Жизнь Ван Гога - Перрюшо Анри. Страница 43
Современная эпоха кажется Винсенту насквозь лживой. Не надо успокаиваться! — восклицает он в каком-то пророческом озарении. «Мы живем в последней четверти века, который завершится грандиозной революцией… Важно одно: не поддаваться лживости своей эпохи или, во всяком случае, уметь почувствовать ее нездоровую, удушливую, унылую атмосферу, которая обычно предшествует буре. И нечего утешать себя: нам, мол, плохо, но грядущие поколения смогут дышать свободнее».
Назревает неизбежный разрыв с преподавателями Академии. В душе Винсента бушует гнев. Как убога наука этих честных, но ограниченных профессоров, как убога и скудна, ею так легко овладеть, легко увидеть все ее промахи, слабости и заблуждения. «Мне кажется, я на пути к тому, чтобы найти то, что ищу, и, может, я нашел бы это быстрее, если бы сам срисовывал античные модели… Правда, я помалкиваю, но мы раздражаем друг друга».
Винсент болен, переутомлен, истощен недоеданием. Терпение его иссякло. «Я готов механически повторять то, что Вы требуете, — заявляет он профессору, — потому что вынужден считаться с Вами, раз Вы на этом настаиваете, но Вы напрасно надеетесь превратить меня в машину, как других, тут у Вас, поверьте, ничего не выйдет. И вообще Вы сначала говорили мне совсем другое — делайте, мол, что хотите».
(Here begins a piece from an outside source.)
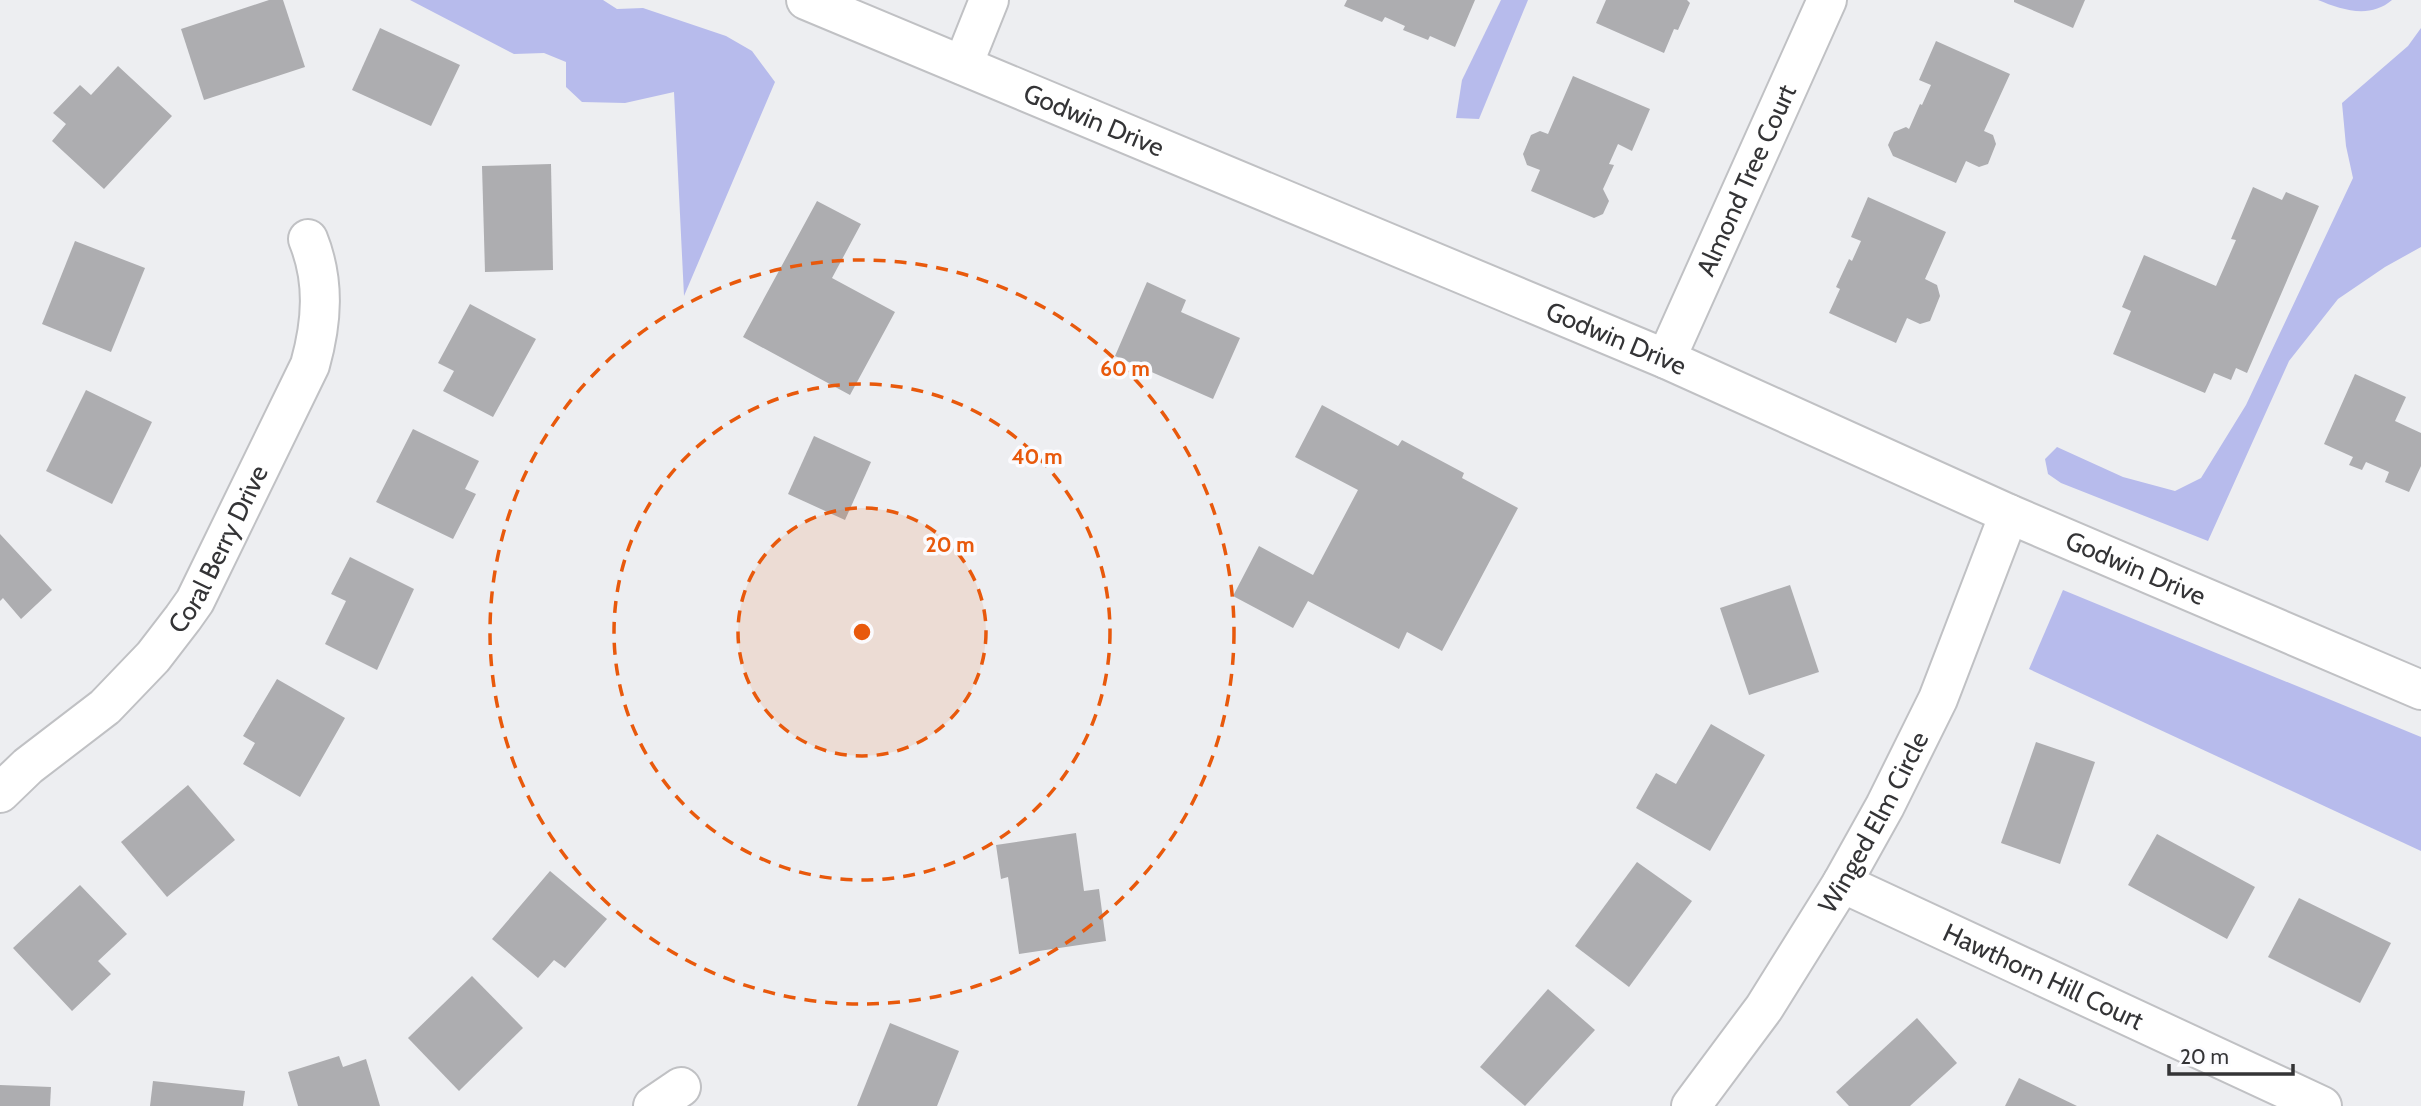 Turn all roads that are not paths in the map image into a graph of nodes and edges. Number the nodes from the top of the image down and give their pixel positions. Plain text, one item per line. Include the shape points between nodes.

Зиберту не нравится, что Винсент преобразил Венеру Милосскую в дородную фламандку. «Да Вы, как видно, понятия не имеете, что такое молодая женщина, черт побери! — бушует Винсент. — У женщины должны быть бедра, ляжки, таз, чтобы она могла вынашивать ребенка!»
Этим скандалом закончились уроки Винсента в Академии.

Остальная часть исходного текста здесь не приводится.